The extraordinary session of the Diet that came to a close Saturday was shaken by the resignations of three Cabinet ministers, an unusual development that was problematic for Prime Minister Fumio Kishida.
Yet, in the final phase of the session, Kishida managed to get through his plights by wielding his leadership to swiftly pass into law a bill designed to remedy and prevent damage from large donations to corporations or organizations.
"If we had not passed this bill, the administration would have been in real danger," a high-ranking government official said with a sense of relief. "The prime minister's judgment was superb."
For Kishida, the just-ended extraordinary Diet session was a succession of ordeals.
On Oct. 24, Daishiro Yamagiwa, who was then the economic revitalization minister, resigned after his ties to the Unification Church, formally known as the Family Federation for World Peace and Unification, came to light time and again. The just-passed bill was created due to issues with the Unification Church and large donations.
Soon after Yamagiwa was forced out, Yasuhiro Hanashi, the then justice minister who made an inappropriate remark on the death penalty, and Minoru Terada, the then internal affairs and communications minister who was implicated in a money-and-politics scandal, resigned from Kishida's Cabinet. This was a rare "domino phenomenon" in which three ministers resigned in less than a month.
The prime minister was criticized even within his Liberal Democratic Party for a "lack of crisis management skills" as the pattern was seen as Kishida repeatedly relenting to pressure by opposition parties to dismiss the ministers.
The lack of coordination between the government and the LDP was also conspicuous. The schedule of Finance Minister Shunichi Suzuki's visit to the United States was not shared, creating a hiatus in the Diet proceedings in early October.
The government and ruling parties had initially planned to put off the just-passed bill until the Diet session slated to start early next year. Kishida said on Oct. 18, however, "We are making preparations for it with the current Diet session in mind."
Although opinions within some corners of the government and the ruling coalition, such as calls for careful discussions, arose against doing so, Kishida overrode the objections.
Even before the Cabinet approved the bill, the ruling coalition held talks about it with opposition parties, such as the Constitutional Democratic Party of Japan and Nippon Ishin no Kai (Japan Innovation Party), to have their opinions reflected in the legislation.
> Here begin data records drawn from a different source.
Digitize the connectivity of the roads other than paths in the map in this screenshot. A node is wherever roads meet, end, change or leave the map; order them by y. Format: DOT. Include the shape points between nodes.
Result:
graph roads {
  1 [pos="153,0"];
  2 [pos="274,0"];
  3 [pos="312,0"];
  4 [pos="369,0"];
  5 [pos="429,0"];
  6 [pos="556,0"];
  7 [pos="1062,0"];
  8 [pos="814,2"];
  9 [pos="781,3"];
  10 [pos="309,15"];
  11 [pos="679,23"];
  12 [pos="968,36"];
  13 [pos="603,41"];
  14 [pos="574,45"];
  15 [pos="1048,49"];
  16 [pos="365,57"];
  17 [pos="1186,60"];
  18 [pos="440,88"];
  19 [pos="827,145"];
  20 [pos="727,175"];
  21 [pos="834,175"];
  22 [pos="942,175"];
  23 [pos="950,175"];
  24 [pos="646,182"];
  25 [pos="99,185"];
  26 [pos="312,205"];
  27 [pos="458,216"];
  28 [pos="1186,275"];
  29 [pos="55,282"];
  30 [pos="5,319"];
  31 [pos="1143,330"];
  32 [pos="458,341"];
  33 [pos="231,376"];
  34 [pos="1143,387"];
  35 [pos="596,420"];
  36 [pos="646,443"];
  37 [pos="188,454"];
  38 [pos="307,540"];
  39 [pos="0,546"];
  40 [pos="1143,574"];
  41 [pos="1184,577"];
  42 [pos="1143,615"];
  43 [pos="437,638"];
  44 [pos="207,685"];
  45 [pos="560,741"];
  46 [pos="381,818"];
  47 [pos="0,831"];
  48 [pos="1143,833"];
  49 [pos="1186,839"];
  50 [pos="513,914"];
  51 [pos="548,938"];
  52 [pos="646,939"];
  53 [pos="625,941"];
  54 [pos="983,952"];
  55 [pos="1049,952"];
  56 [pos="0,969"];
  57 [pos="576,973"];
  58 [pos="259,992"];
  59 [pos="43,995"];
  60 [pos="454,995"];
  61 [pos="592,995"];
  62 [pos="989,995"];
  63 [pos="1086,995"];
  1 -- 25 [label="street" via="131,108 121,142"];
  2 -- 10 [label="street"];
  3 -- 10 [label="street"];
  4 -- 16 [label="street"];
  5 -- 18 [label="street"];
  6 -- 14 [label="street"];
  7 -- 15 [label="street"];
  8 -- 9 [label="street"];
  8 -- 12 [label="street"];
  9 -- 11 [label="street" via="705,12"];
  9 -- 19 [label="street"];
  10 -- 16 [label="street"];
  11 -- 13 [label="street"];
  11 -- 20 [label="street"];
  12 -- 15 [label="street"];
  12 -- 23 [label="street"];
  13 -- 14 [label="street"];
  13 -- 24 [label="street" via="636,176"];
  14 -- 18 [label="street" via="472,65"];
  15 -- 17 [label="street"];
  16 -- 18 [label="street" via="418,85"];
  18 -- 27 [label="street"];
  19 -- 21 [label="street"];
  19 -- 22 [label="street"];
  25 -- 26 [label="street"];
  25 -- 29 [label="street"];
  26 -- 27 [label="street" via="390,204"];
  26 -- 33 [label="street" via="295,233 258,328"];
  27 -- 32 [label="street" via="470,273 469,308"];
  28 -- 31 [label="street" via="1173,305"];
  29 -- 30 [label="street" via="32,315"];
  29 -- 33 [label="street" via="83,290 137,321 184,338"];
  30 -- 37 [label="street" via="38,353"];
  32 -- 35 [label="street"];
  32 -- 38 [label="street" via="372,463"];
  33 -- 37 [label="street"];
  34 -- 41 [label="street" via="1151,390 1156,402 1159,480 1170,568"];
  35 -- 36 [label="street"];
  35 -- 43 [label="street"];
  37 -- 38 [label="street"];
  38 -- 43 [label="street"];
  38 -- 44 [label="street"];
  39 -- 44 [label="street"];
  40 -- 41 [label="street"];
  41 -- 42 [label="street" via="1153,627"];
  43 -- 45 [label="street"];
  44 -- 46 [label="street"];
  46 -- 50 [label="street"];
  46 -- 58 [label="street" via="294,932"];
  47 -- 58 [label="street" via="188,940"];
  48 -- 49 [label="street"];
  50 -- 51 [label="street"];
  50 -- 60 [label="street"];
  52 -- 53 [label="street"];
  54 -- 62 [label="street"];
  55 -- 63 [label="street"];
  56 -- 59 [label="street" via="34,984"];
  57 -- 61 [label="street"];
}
There have been cases of cooperation between the ruling and opposition parties, such as over the Financial Reconstruction Law, enacted in 1998, in which the government and the LDP almost accepted the counterproposals of opposition parties as is, and a law related to the comprehensive reform of the social security and tax systems enacted in 2012, which focused on raising the consumption tax rate. But such precedents are few and far between.
Despite the bill's passage, Kishida's administration remains in a difficult situation. The government and ruling coalition are expected to engage in a debate over measures to secure financial resources for envisaged increases in defense spending.
'New starting point'
Following the passage into law of a bill designed to remedy and prevent damage stemming from the solicitation of large donations, Prime Minister Fumio Kishida said, "We have just come to a new starting point."
Soon after the bill was passed Saturday evening, Kishida held a press conference at the Prime Minister's Office, emphasizing, "We would like to focus all our efforts on swiftly establishing an environment that will make it easier for victims to use the system."
Ahead of the press conference, Kishida held a meeting with the Special Committee on Consumer Affairs. There he presented his intention for the government to work out an article-by-article explanation of the contents of the law and make it widely known to the public early next year.
The law prohibits corporations and organizations, when soliciting donations from individuals, from causing individuals mental anguish by using any of six types of acts, such as so-called spiritual sales tactics. These tactics involve cajoling people into buying goods by claiming the objects will bring supernatural benefits. The law also states that the revocation of donations can be made for a period of up to 10 years. Requests for individuals to borrow money to give donations have also been prohibited.
Under the law, the national government is authorized to recommend or order a corporation or organization to stop these prohibited acts. Violation of an order carries a penalty of up to one year in prison or a fine of up to 1 million yen.
The law also stipulates three obligations of due consideration on the part of organizations when they solicit donations from individuals, including "not putting individuals in situations where it will be difficult to make appropriate judgments by suppressing their free will."
Opposition parties' wishes have been incorporated into the law, such as by enabling the government to make public the name of a corporation or organization, with conditions attached, when it fails to fulfill its duty of due consideration. The law also includes a provision that it is to be reviewed within two years of its enactment.